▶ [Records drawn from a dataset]
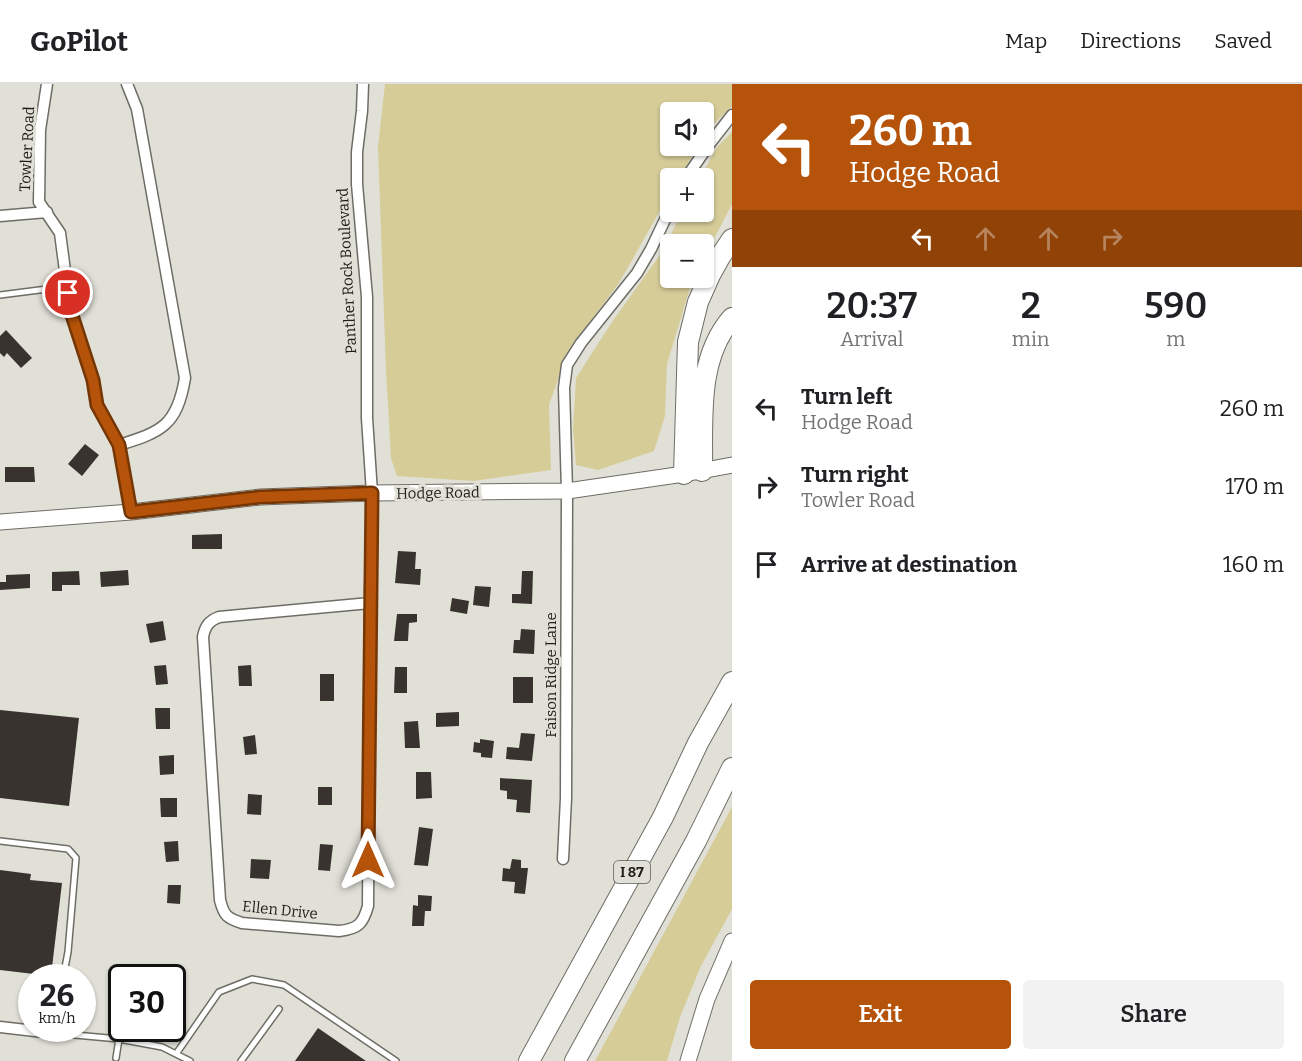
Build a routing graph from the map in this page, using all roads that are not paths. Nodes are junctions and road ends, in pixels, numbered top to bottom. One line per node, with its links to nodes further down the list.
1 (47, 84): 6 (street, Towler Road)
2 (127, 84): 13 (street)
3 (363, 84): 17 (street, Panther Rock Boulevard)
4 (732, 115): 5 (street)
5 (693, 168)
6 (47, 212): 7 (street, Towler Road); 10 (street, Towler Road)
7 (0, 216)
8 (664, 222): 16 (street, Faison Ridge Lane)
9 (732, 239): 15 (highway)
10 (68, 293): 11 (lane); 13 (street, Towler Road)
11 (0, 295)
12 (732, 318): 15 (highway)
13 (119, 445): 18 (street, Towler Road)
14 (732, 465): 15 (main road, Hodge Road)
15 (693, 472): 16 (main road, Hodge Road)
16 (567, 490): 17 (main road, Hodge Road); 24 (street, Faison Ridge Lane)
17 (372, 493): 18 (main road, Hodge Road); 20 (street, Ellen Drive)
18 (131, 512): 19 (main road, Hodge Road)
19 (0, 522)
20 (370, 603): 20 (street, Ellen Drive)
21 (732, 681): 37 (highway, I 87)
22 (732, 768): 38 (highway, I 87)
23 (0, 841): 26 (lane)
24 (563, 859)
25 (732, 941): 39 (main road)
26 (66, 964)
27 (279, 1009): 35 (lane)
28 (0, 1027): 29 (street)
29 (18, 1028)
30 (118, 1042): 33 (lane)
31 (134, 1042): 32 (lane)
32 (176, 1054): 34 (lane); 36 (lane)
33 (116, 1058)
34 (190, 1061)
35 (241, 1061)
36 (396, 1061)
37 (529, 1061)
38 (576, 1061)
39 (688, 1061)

▶ [ACTION ITEM] Repeat every record above exactly, but drop the pictures.

▶ [EXPECTED ANSWER]
Build a routing graph from the map in this page, using all roads that are not paths. Nodes are junctions and road ends, in pixels, numbered top to bottom. One line per node, with its links to nodes further down the list.
1 (47, 84): 6 (street, Towler Road)
2 (127, 84): 13 (street)
3 (363, 84): 17 (street, Panther Rock Boulevard)
4 (732, 115): 5 (street)
5 (693, 168)
6 (47, 212): 7 (street, Towler Road); 10 (street, Towler Road)
7 (0, 216)
8 (664, 222): 16 (street, Faison Ridge Lane)
9 (732, 239): 15 (highway)
10 (68, 293): 11 (lane); 13 (street, Towler Road)
11 (0, 295)
12 (732, 318): 15 (highway)
13 (119, 445): 18 (street, Towler Road)
14 (732, 465): 15 (main road, Hodge Road)
15 (693, 472): 16 (main road, Hodge Road)
16 (567, 490): 17 (main road, Hodge Road); 24 (street, Faison Ridge Lane)
17 (372, 493): 18 (main road, Hodge Road); 20 (street, Ellen Drive)
18 (131, 512): 19 (main road, Hodge Road)
19 (0, 522)
20 (370, 603): 20 (street, Ellen Drive)
21 (732, 681): 37 (highway, I 87)
22 (732, 768): 38 (highway, I 87)
23 (0, 841): 26 (lane)
24 (563, 859)
25 (732, 941): 39 (main road)
26 (66, 964)
27 (279, 1009): 35 (lane)
28 (0, 1027): 29 (street)
29 (18, 1028)
30 (118, 1042): 33 (lane)
31 (134, 1042): 32 (lane)
32 (176, 1054): 34 (lane); 36 (lane)
33 (116, 1058)
34 (190, 1061)
35 (241, 1061)
36 (396, 1061)
37 (529, 1061)
38 (576, 1061)
39 (688, 1061)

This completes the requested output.